--- WORKING DATA ---
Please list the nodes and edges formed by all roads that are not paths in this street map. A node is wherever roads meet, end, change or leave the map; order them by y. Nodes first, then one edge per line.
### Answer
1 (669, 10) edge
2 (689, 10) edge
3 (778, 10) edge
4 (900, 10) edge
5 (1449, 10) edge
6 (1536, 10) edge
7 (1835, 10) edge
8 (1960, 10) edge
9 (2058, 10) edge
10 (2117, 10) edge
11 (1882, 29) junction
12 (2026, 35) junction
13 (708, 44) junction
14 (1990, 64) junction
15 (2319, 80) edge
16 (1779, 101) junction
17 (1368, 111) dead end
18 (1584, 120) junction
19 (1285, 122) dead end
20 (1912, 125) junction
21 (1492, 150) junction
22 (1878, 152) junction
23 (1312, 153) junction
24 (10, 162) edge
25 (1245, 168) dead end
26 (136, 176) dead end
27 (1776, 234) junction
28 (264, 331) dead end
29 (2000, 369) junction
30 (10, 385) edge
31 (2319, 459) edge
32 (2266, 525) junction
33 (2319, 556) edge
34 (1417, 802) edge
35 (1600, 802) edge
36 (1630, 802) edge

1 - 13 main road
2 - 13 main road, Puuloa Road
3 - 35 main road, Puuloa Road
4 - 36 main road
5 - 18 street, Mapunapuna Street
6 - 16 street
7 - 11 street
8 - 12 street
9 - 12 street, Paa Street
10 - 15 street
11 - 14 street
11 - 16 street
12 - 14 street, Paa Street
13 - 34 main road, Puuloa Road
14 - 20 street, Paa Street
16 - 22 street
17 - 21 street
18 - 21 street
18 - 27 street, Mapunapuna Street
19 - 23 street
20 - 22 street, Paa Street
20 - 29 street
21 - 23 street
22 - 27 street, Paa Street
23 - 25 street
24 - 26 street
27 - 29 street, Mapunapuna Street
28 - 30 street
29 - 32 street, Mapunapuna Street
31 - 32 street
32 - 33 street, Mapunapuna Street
---
WHAT TO WORK ON.
Which lines of the entries above contain the word "main"? Copy each of them.

WRITTEN RESPONSE.
1 - 13 main road
2 - 13 main road, Puuloa Road
3 - 35 main road, Puuloa Road
4 - 36 main road
13 - 34 main road, Puuloa Road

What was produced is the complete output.